The athletic apparel company that aims to make you look good while you sweat -- officially known as lululemon athletica (NASDAQ:LULU) -- will report its financial results for the third quarter on Wednesday, Dec. 6, after the market close.
Lululemon continues to demonstrate its brand is still very relevant in the highly competitive retail landscape, as revenue continues to grow at a roughly midteen rate, margins strengthen, and new designs prove successful.
Here's the nitty-gritty you need to know before Lululemon reports earnings.
For the fiscal third quarter, management is calling for revenue to be between $605 million and $615 million, which represents year-over-year growth of 11% to 13%. This expectation is based on a mid-single-digit constant-dollar increase in total comparable-store sales, consistent with the company's trend over the last several quarters.
Over the last few years, management has improved gross margin from 46.9% in fiscal Q3 2015 to 51.6% in fiscal Q2 2017. Lululemon is currently shutting down physical ivivva stores, requiring extra cost, which is expected to cause gross margin in Q3 to be flat with last year's 51.1%.

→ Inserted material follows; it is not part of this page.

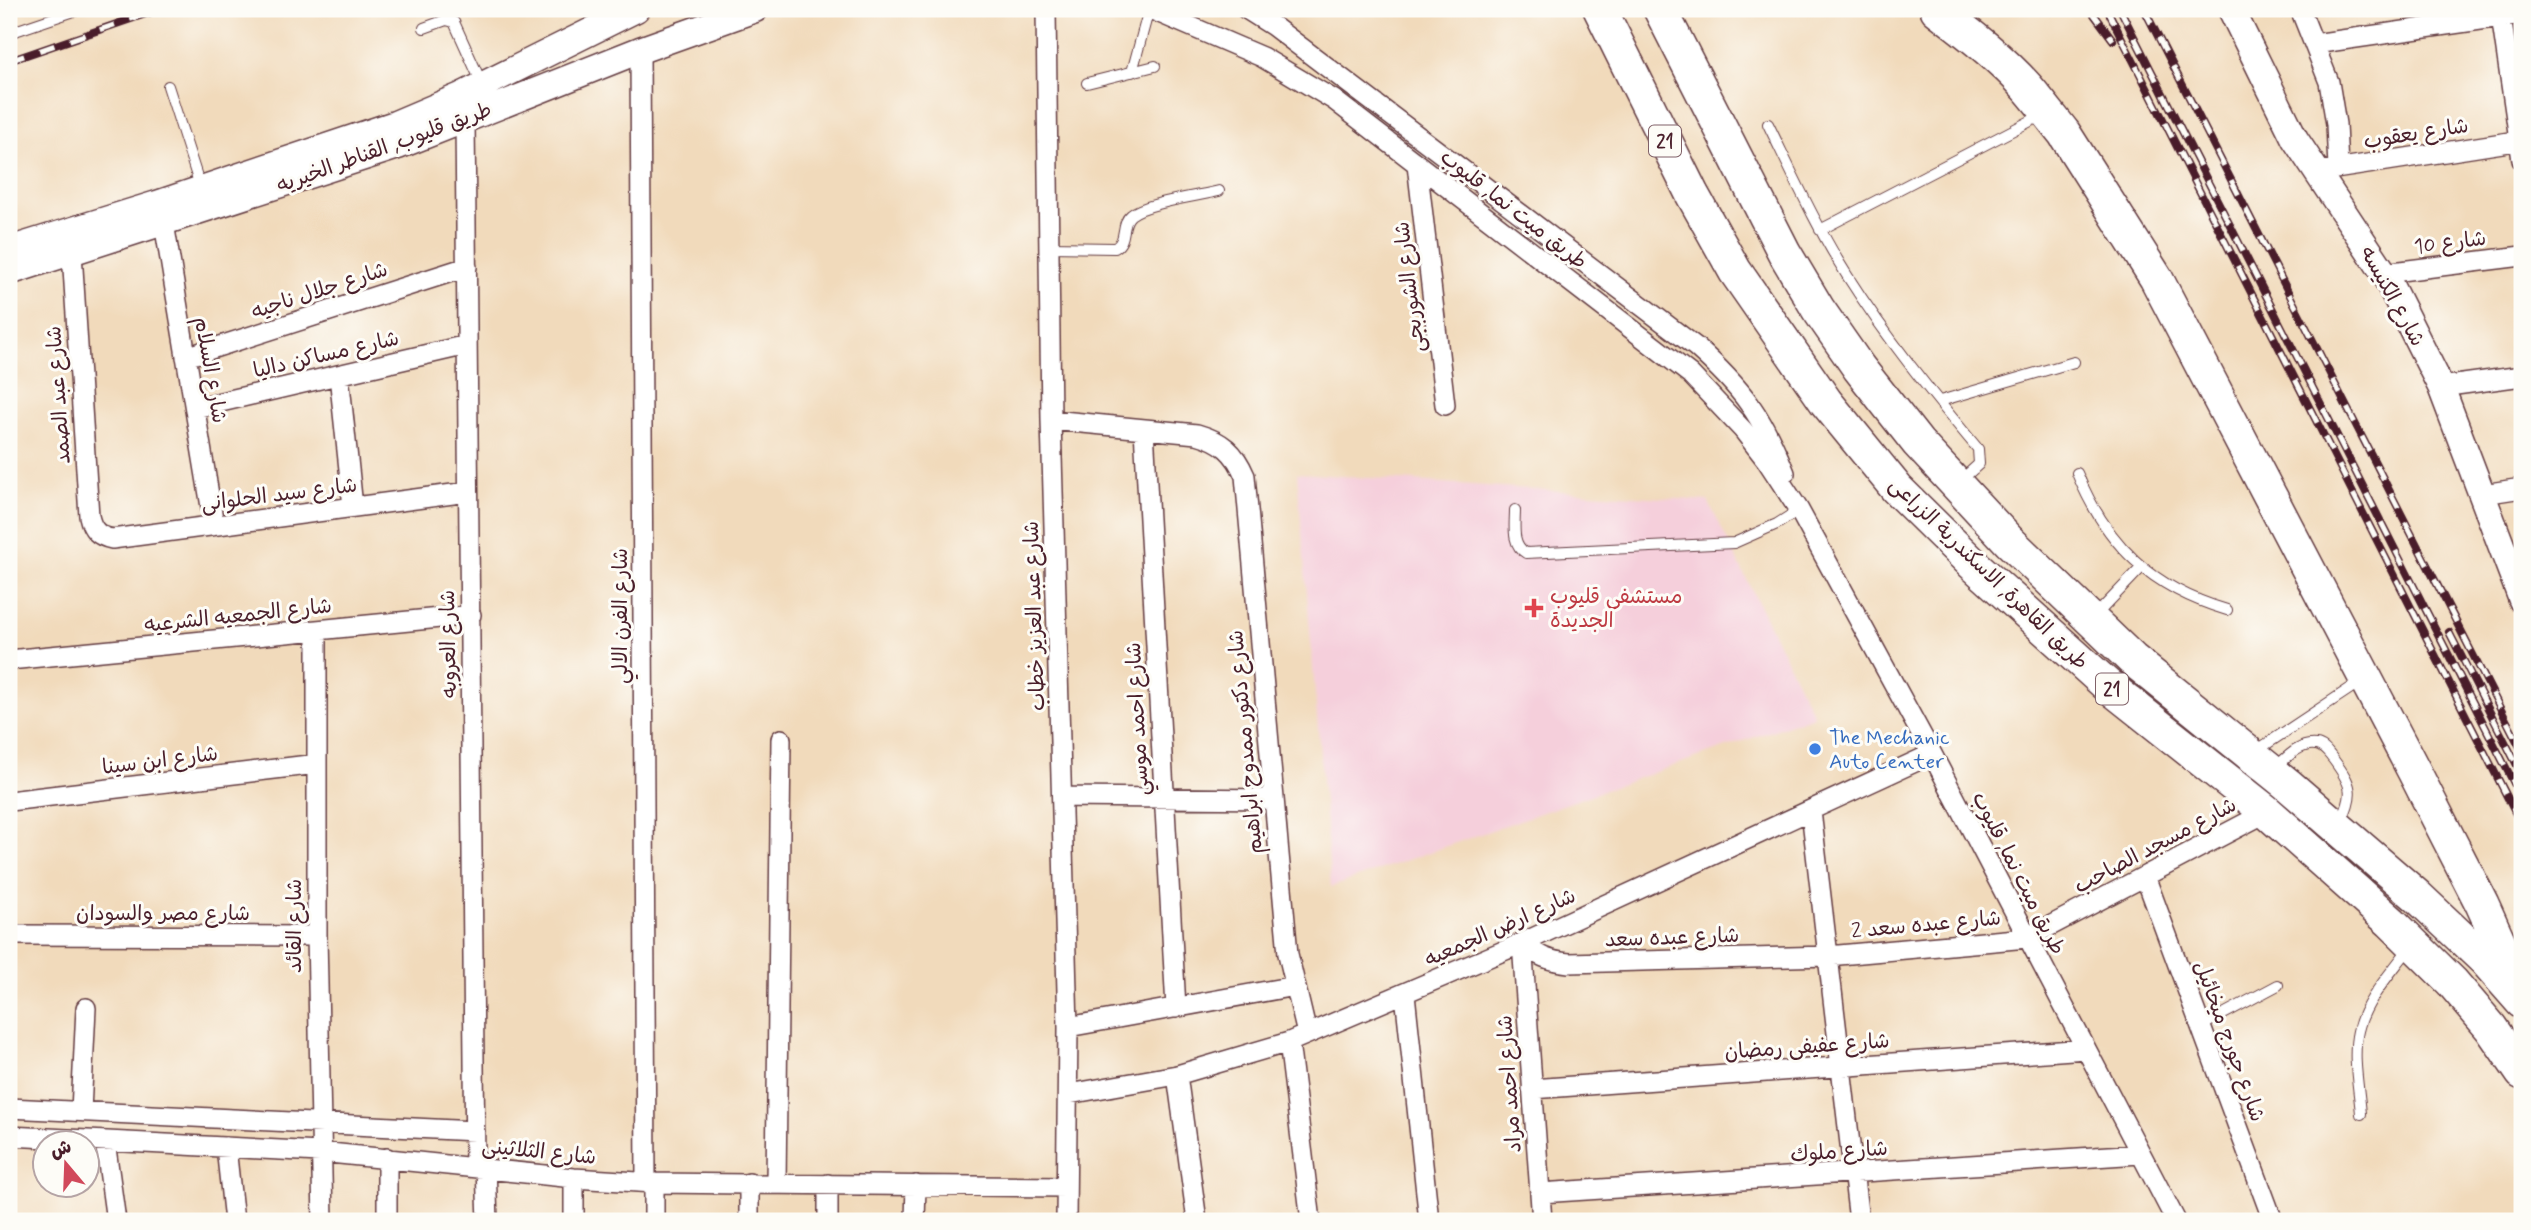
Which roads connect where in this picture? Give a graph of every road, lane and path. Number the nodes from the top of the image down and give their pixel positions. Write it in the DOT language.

Operating margin has trended higher over the last few years as well, but the extra expense required for Lululemon's new marketing campaign, This Is Yoga, coupled with management's investments to build out the e-commerce business is pushing down operating profit in the short term.

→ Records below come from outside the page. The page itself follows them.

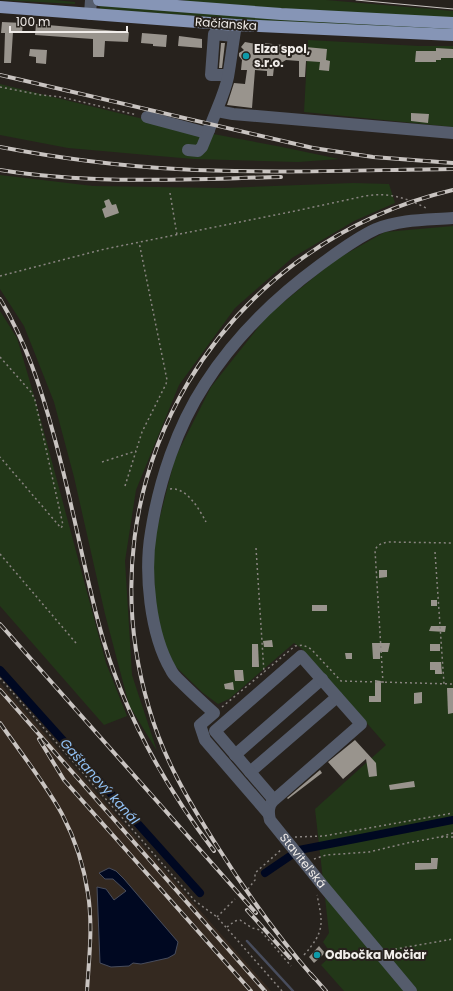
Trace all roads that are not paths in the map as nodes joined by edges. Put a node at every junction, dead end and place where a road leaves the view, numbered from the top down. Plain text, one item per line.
1 (91, 0) edge
2 (99, 0) edge
3 (0, 7) edge
4 (90, 14) junction
5 (453, 23) edge
6 (235, 30) junction
7 (453, 35) edge
8 (228, 75) junction
9 (217, 111) junction
10 (147, 117) road end
11 (209, 130) junction
12 (453, 133) edge
13 (188, 150) dead end
14 (453, 218) edge
15 (322, 679) junction
16 (337, 697) junction
17 (235, 754) junction
18 (250, 772) junction
19 (274, 800) junction
20 (268, 813) junction
21 (411, 991) edge

1 - 4 street
2 - 5 main road, Račianska
3 - 4 main road, Račianska
4 - 6 main road, Račianska
6 - 7 main road, Račianska
6 - 8 street
6 - 8 street
8 - 9 street
9 - 11 street
9 - 12 street
10 - 11 street
11 - 13 street
14 - 20 street, Staviteľská
15 - 16 street
15 - 17 street
15 - 17 street
16 - 18 street
16 - 19 street
17 - 18 street
18 - 19 street
19 - 20 street
20 - 21 street, Staviteľská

All in all, management expects to report non-GAAP (adjusted) earnings per share in the range of $0.50 to $0.52, which would be roughly flat over the year-ago quarter's $0.50 per share.
Watch for performance of new products
Lululemon has been a trendy athleisure brand, marketing itself for its balance between function for sweaty workouts and fashion for every other occasion. Being associated as a fashion brand places more importance (and risk) on each season's assortment of design and style.
The success of Lululemon over the last decade has attracted new entrants to the athleisure market, so there are plenty of choices available for customers to find that perfect item at the right price. However, Lululemon has a very strong brand in athletic apparel, and the yoga specialist's continued growth and strength in margins shows that brand power is keeping competitors at bay.
Lululemon reported traffic growth of 23% year over year after the new seasonal storytelling kicked off for outerwear and jackets toward the end of the fiscal second quarter.
Also, Lululemon began partnering with APL to sell the popular niche shoe brand in select stores. Selling shoes is something new for the brand that made a name for itself turning women's yoga wear into a fashion statement, so it's unclear how this will perform, and what management is planning with this new agenda.
Management mentioned that they will be exploring other new category extensions, like the one with APL, in the future. I'm sure that will depend on whether the APL partnership works out well, so investors should listen for any comments about shoe performance on the conference call, especially how that impacts store traffic.
Investors should also listen for how well the new Enlite bra continues to perform. It's become one of Lululemon's best-selling new innovations in 2017, and has helped draw more attention to the brand, which is significant given that it's a pricey product (even by Lululemon standards). The success of Enlite is a perfect demonstration of Lululemon's brand power and its ability to sell premium-priced products when there is the right combination of design and comfort.
Lululemon has a new fabric innovation called Everlux debuting in Q3 designed to efficiently wick away sweat. These innovative synthetic fabrics combined with innovative product design is what largely distinguishes Lululemon's brand from everything else in the marketplace, so how well each new innovation performs in terms of attracting more customers to stores is important for growth.
Lululemon continues to target men's as a potential $1 billion business. Core men's products in pants and shorts were up 23% in the last quarter, with the ABC pants driving growth.
Starting in September, Lululemon began a targeted marketing effort for men as an extension of its This Is Yoga campaign. This Is Yoga was responsible for about one-third of the increase in operating expense in Q2, so it's important that Lululemon sees higher traffic and brand awareness in order to earn a good return on investment from this marketing campaign.
With the North American market becoming more saturated, international growth has to pick up the slack if Lululemon wants to continue growing at a double-digit rate over the long term. Management has been seeing a lot of success in Asia and Europe. Here are some highlights of what's been happening in these markets.
Lululemon's European market was up 50% year over year in Q2. Management is using a densification strategy to open several stores in major cities like Paris and London and then take advantage of digital channels to market the brand to those communities.
It's clear Asian consumers love the Lululemon brand, and management is very optimistic about the momentum and opportunity they have in that area. Lululemon's Tmall digital Chinese business increased 175% last quarter driven by significantly higher traffic and conversion. It plans to open 12 stores in Asia this year in major cities in China. Lululemon is also opening a third store in Japan in the heart of Shinjuku.
After five years of stagnant stock performance, Lulu's stock is up 39% in the last six months following good back-to-back earnings releases. Lululemon's stock trades for 27 times forward earnings estimates, which looks pricey. But then again, if customers are willing to pay big premiums for its clothes, the stock may be worth it. The next earnings report will give more clues.